◆ WHAT YOU ARE ASKED TO DO ◆
Below is a listing. Set down exactly the lines from the one containing "M 667,1082 L 742,1157 L 794,1214" through the one containing "M 568,1471 L", both ends included, and leave out the rest.

───── RECORD SET

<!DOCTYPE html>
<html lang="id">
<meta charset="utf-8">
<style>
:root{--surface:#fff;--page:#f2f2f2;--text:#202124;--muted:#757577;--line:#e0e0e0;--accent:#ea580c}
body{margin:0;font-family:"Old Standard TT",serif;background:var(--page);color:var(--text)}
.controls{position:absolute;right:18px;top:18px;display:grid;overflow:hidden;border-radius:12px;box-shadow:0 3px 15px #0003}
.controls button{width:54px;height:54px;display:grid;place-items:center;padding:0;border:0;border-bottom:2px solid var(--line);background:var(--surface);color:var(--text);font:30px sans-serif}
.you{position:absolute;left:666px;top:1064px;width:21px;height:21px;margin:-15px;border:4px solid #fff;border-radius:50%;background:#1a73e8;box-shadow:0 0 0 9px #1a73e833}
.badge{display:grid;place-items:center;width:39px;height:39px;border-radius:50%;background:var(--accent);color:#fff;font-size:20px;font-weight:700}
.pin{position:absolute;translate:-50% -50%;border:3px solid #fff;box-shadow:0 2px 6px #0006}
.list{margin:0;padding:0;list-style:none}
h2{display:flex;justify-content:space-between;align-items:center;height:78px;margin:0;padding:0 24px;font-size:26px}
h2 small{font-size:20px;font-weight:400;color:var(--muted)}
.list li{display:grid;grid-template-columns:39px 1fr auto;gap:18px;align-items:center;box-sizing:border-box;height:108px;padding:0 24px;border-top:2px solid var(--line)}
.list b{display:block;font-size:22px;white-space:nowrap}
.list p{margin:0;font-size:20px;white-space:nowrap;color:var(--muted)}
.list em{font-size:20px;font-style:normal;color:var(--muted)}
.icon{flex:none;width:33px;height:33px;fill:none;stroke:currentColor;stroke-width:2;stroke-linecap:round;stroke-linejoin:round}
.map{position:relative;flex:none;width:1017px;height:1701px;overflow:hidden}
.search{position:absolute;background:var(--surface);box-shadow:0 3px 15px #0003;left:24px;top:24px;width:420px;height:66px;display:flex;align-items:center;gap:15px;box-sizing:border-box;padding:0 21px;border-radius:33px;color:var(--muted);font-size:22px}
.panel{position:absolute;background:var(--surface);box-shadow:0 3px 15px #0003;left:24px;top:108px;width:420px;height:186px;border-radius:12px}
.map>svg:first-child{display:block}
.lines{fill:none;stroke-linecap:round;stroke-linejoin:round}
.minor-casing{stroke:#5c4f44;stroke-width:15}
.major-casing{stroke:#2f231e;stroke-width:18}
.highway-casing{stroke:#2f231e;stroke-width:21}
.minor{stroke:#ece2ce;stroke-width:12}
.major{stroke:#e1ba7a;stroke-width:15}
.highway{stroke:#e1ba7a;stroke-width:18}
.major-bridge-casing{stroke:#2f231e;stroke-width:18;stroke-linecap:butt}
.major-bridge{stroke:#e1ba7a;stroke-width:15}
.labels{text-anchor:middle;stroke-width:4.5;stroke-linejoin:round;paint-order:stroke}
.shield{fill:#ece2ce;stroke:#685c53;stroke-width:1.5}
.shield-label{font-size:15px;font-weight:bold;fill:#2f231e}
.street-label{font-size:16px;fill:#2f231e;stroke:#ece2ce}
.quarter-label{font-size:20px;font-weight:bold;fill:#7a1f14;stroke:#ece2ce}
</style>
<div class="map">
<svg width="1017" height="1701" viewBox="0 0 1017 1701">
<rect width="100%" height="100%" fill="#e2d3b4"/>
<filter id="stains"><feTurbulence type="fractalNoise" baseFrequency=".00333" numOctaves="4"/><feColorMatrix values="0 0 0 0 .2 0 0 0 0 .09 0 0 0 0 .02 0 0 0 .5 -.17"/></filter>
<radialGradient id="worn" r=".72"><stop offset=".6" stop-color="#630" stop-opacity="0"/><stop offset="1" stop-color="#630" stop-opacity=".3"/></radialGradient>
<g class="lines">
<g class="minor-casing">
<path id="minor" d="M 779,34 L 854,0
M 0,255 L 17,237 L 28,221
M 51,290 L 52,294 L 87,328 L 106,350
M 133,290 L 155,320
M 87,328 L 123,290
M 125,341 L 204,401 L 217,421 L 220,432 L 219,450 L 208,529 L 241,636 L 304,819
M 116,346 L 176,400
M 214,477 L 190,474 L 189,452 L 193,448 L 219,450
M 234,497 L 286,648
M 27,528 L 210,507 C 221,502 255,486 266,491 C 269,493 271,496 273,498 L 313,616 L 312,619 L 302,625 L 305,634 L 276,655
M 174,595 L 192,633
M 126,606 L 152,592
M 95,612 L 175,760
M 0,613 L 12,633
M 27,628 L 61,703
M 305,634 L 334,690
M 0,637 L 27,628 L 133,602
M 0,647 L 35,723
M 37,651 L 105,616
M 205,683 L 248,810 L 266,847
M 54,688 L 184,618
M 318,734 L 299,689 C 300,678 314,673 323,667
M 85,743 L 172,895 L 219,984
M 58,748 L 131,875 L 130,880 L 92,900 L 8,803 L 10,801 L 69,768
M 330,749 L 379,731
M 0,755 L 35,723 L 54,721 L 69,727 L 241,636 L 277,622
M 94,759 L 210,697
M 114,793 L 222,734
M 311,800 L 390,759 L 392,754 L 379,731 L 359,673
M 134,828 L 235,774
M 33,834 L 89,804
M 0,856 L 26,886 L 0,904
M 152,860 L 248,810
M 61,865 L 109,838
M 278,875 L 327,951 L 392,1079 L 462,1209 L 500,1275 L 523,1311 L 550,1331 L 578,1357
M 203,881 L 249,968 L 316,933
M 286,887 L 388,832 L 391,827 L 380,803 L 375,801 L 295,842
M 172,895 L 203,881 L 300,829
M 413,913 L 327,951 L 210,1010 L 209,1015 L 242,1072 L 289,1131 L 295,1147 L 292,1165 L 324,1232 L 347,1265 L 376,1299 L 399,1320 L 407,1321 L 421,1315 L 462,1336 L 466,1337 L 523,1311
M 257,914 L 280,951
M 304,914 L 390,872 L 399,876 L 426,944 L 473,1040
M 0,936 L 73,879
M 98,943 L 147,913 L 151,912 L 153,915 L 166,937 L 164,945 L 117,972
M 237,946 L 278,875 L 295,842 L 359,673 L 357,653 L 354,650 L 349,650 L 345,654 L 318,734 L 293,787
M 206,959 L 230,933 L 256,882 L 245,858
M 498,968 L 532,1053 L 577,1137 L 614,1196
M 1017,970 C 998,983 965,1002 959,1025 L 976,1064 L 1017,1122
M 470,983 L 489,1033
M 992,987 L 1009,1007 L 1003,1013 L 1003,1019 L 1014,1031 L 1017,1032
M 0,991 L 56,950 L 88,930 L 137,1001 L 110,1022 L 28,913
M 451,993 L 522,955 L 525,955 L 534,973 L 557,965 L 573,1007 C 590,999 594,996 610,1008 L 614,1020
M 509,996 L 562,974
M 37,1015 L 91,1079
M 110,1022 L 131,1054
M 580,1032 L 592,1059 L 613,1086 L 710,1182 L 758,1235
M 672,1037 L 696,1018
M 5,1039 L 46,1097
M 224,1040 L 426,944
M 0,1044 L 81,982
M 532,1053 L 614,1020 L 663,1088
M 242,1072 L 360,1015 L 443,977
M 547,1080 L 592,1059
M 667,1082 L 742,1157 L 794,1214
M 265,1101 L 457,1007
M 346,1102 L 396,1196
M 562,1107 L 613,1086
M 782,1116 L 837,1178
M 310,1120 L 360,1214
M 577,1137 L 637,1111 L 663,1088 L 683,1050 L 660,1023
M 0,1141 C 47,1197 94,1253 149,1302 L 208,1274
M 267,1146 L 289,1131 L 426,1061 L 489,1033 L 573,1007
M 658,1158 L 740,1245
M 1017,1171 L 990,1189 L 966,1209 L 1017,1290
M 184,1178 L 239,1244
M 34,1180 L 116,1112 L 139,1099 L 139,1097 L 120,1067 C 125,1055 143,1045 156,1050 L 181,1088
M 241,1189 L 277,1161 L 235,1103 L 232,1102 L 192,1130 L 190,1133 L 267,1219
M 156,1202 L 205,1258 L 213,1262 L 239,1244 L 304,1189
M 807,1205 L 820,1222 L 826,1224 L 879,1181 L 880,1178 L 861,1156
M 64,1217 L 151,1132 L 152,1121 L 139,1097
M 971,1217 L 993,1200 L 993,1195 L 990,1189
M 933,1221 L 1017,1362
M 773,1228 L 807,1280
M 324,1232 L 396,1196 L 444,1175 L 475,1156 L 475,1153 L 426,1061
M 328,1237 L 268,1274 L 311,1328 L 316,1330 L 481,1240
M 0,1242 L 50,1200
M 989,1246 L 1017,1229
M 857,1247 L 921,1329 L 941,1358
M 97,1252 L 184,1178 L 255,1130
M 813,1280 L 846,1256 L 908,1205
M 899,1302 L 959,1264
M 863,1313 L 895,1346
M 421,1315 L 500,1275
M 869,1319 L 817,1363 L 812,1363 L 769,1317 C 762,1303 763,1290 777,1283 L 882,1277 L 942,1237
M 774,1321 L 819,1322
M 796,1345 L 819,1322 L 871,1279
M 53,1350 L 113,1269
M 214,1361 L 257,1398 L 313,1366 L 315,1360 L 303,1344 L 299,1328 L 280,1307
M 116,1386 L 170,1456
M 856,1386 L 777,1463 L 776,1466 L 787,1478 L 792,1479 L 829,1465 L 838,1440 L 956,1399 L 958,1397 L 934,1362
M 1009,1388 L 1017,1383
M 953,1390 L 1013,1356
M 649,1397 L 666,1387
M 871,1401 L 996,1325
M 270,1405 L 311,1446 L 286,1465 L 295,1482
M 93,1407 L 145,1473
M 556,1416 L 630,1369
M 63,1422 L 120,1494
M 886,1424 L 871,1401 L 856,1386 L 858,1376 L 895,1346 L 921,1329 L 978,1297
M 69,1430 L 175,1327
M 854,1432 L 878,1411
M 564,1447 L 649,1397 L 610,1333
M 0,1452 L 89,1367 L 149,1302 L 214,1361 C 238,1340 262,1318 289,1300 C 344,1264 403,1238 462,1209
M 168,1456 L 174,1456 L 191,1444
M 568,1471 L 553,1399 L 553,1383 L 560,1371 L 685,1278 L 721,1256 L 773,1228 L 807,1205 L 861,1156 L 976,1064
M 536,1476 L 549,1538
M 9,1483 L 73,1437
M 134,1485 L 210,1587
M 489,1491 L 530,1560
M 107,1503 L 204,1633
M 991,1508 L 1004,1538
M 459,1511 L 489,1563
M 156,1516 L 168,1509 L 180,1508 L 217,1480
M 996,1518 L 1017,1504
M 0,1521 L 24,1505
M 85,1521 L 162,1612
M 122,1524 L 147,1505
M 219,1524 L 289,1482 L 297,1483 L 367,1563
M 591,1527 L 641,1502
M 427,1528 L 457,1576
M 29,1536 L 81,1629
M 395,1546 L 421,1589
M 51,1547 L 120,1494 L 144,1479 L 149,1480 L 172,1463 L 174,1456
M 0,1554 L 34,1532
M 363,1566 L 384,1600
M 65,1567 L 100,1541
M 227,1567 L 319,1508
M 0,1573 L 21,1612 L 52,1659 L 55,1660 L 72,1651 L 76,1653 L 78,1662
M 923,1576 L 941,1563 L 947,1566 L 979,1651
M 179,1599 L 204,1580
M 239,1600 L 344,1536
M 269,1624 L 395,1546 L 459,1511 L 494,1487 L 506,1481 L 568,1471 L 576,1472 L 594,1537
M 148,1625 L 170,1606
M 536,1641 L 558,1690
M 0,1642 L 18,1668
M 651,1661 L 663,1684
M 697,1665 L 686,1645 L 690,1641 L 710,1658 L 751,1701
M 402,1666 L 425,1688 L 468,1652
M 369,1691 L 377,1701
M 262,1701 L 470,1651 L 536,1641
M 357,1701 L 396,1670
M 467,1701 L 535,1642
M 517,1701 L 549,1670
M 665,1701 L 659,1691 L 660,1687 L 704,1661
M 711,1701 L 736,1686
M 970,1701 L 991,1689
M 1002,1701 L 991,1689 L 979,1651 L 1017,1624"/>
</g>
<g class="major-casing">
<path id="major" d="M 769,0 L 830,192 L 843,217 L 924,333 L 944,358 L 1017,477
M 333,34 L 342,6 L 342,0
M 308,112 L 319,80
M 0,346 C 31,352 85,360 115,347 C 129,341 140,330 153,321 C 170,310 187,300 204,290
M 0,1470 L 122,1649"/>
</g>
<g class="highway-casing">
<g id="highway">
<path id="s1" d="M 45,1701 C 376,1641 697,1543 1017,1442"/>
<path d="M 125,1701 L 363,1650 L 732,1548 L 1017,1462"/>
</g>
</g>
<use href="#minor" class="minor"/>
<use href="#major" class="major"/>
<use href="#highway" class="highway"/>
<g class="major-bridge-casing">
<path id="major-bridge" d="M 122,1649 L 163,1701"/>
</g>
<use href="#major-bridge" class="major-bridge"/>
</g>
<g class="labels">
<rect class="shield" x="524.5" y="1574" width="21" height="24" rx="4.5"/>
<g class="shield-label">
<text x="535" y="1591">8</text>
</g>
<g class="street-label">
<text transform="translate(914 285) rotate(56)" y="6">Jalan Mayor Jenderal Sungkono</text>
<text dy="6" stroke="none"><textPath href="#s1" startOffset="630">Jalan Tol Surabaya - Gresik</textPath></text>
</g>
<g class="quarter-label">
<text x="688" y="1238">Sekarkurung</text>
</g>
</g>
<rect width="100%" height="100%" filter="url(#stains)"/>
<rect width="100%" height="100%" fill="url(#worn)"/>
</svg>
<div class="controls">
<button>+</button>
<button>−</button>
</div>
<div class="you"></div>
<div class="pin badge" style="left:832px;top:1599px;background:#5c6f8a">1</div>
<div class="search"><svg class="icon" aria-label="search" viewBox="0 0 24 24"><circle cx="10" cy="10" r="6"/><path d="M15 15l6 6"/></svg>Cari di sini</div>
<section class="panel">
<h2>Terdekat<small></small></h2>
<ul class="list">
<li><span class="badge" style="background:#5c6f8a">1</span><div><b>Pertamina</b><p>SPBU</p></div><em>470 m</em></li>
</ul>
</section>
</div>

──────────

◆ FINISHED TASK ◆
M 667,1082 L 742,1157 L 794,1214
M 265,1101 L 457,1007
M 346,1102 L 396,1196
M 562,1107 L 613,1086
M 782,1116 L 837,1178
M 310,1120 L 360,1214
M 577,1137 L 637,1111 L 663,1088 L 683,1050 L 660,1023
M 0,1141 C 47,1197 94,1253 149,1302 L 208,1274
M 267,1146 L 289,1131 L 426,1061 L 489,1033 L 573,1007
M 658,1158 L 740,1245
M 1017,1171 L 990,1189 L 966,1209 L 1017,1290
M 184,1178 L 239,1244
M 34,1180 L 116,1112 L 139,1099 L 139,1097 L 120,1067 C 125,1055 143,1045 156,1050 L 181,1088
M 241,1189 L 277,1161 L 235,1103 L 232,1102 L 192,1130 L 190,1133 L 267,1219
M 156,1202 L 205,1258 L 213,1262 L 239,1244 L 304,1189
M 807,1205 L 820,1222 L 826,1224 L 879,1181 L 880,1178 L 861,1156
M 64,1217 L 151,1132 L 152,1121 L 139,1097
M 971,1217 L 993,1200 L 993,1195 L 990,1189
M 933,1221 L 1017,1362
M 773,1228 L 807,1280
M 324,1232 L 396,1196 L 444,1175 L 475,1156 L 475,1153 L 426,1061
M 328,1237 L 268,1274 L 311,1328 L 316,1330 L 481,1240
M 0,1242 L 50,1200
M 989,1246 L 1017,1229
M 857,1247 L 921,1329 L 941,1358
M 97,1252 L 184,1178 L 255,1130
M 813,1280 L 846,1256 L 908,1205
M 899,1302 L 959,1264
M 863,1313 L 895,1346
M 421,1315 L 500,1275
M 869,1319 L 817,1363 L 812,1363 L 769,1317 C 762,1303 763,1290 777,1283 L 882,1277 L 942,1237
M 774,1321 L 819,1322
M 796,1345 L 819,1322 L 871,1279
M 53,1350 L 113,1269
M 214,1361 L 257,1398 L 313,1366 L 315,1360 L 303,1344 L 299,1328 L 280,1307
M 116,1386 L 170,1456
M 856,1386 L 777,1463 L 776,1466 L 787,1478 L 792,1479 L 829,1465 L 838,1440 L 956,1399 L 958,1397 L 934,1362
M 1009,1388 L 1017,1383
M 953,1390 L 1013,1356
M 649,1397 L 666,1387
M 871,1401 L 996,1325
M 270,1405 L 311,1446 L 286,1465 L 295,1482
M 93,1407 L 145,1473
M 556,1416 L 630,1369
M 63,1422 L 120,1494
M 886,1424 L 871,1401 L 856,1386 L 858,1376 L 895,1346 L 921,1329 L 978,1297
M 69,1430 L 175,1327
M 854,1432 L 878,1411
M 564,1447 L 649,1397 L 610,1333
M 0,1452 L 89,1367 L 149,1302 L 214,1361 C 238,1340 262,1318 289,1300 C 344,1264 403,1238 462,1209
M 168,1456 L 174,1456 L 191,1444
M 568,1471 L 553,1399 L 553,1383 L 560,1371 L 685,1278 L 721,1256 L 773,1228 L 807,1205 L 861,1156 L 976,1064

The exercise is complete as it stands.